_What you should do_
Please output the data exactly, without omitting anything.

START Given data

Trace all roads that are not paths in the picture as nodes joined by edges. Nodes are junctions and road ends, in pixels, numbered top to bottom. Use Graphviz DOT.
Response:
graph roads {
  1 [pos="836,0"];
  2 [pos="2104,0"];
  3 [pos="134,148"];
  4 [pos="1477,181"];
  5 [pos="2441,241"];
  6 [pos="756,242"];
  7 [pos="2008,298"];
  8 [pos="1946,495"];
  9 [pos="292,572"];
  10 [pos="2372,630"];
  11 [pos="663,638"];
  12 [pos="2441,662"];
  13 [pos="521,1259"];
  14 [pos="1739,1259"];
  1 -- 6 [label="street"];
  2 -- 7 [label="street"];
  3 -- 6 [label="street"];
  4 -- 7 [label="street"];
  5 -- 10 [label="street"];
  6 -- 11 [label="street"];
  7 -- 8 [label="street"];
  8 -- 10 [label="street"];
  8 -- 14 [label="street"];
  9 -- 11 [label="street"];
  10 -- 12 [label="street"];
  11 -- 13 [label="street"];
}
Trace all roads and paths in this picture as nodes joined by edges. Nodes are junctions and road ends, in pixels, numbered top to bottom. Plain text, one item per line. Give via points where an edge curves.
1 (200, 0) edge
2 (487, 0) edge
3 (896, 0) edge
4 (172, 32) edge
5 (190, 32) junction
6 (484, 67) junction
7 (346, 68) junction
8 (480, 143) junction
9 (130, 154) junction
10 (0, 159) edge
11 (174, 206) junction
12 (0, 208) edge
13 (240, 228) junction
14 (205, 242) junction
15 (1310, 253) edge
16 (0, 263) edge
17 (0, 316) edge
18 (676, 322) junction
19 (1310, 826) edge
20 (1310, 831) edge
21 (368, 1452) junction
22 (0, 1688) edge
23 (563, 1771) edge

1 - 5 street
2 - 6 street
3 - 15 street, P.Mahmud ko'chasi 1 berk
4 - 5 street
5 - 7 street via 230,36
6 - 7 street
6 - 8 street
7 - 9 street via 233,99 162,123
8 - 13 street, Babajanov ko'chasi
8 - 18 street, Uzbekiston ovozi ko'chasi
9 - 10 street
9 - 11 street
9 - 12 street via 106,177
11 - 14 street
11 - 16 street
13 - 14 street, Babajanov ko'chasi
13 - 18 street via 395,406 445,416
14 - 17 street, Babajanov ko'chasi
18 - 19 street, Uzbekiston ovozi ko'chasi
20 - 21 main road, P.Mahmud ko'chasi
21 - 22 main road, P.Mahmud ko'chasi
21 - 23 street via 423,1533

END Given data

_Solution for this task_
Trace all roads that are not paths in the picture as nodes joined by edges. Nodes are junctions and road ends, in pixels, numbered top to bottom. Use Graphviz DOT.
Response:
graph roads {
  1 [pos="836,0"];
  2 [pos="2104,0"];
  3 [pos="134,148"];
  4 [pos="1477,181"];
  5 [pos="2441,241"];
  6 [pos="756,242"];
  7 [pos="2008,298"];
  8 [pos="1946,495"];
  9 [pos="292,572"];
  10 [pos="2372,630"];
  11 [pos="663,638"];
  12 [pos="2441,662"];
  13 [pos="521,1259"];
  14 [pos="1739,1259"];
  1 -- 6 [label="street"];
  2 -- 7 [label="street"];
  3 -- 6 [label="street"];
  4 -- 7 [label="street"];
  5 -- 10 [label="street"];
  6 -- 11 [label="street"];
  7 -- 8 [label="street"];
  8 -- 10 [label="street"];
  8 -- 14 [label="street"];
  9 -- 11 [label="street"];
  10 -- 12 [label="street"];
  11 -- 13 [label="street"];
}
Trace all roads and paths in this picture as nodes joined by edges. Nodes are junctions and road ends, in pixels, numbered top to bottom. Plain text, one item per line. Give via points where an edge curves.
1 (200, 0) edge
2 (487, 0) edge
3 (896, 0) edge
4 (172, 32) edge
5 (190, 32) junction
6 (484, 67) junction
7 (346, 68) junction
8 (480, 143) junction
9 (130, 154) junction
10 (0, 159) edge
11 (174, 206) junction
12 (0, 208) edge
13 (240, 228) junction
14 (205, 242) junction
15 (1310, 253) edge
16 (0, 263) edge
17 (0, 316) edge
18 (676, 322) junction
19 (1310, 826) edge
20 (1310, 831) edge
21 (368, 1452) junction
22 (0, 1688) edge
23 (563, 1771) edge

1 - 5 street
2 - 6 street
3 - 15 street, P.Mahmud ko'chasi 1 berk
4 - 5 street
5 - 7 street via 230,36
6 - 7 street
6 - 8 street
7 - 9 street via 233,99 162,123
8 - 13 street, Babajanov ko'chasi
8 - 18 street, Uzbekiston ovozi ko'chasi
9 - 10 street
9 - 11 street
9 - 12 street via 106,177
11 - 14 street
11 - 16 street
13 - 14 street, Babajanov ko'chasi
13 - 18 street via 395,406 445,416
14 - 17 street, Babajanov ko'chasi
18 - 19 street, Uzbekiston ovozi ko'chasi
20 - 21 main road, P.Mahmud ko'chasi
21 - 22 main road, P.Mahmud ko'chasi
21 - 23 street via 423,1533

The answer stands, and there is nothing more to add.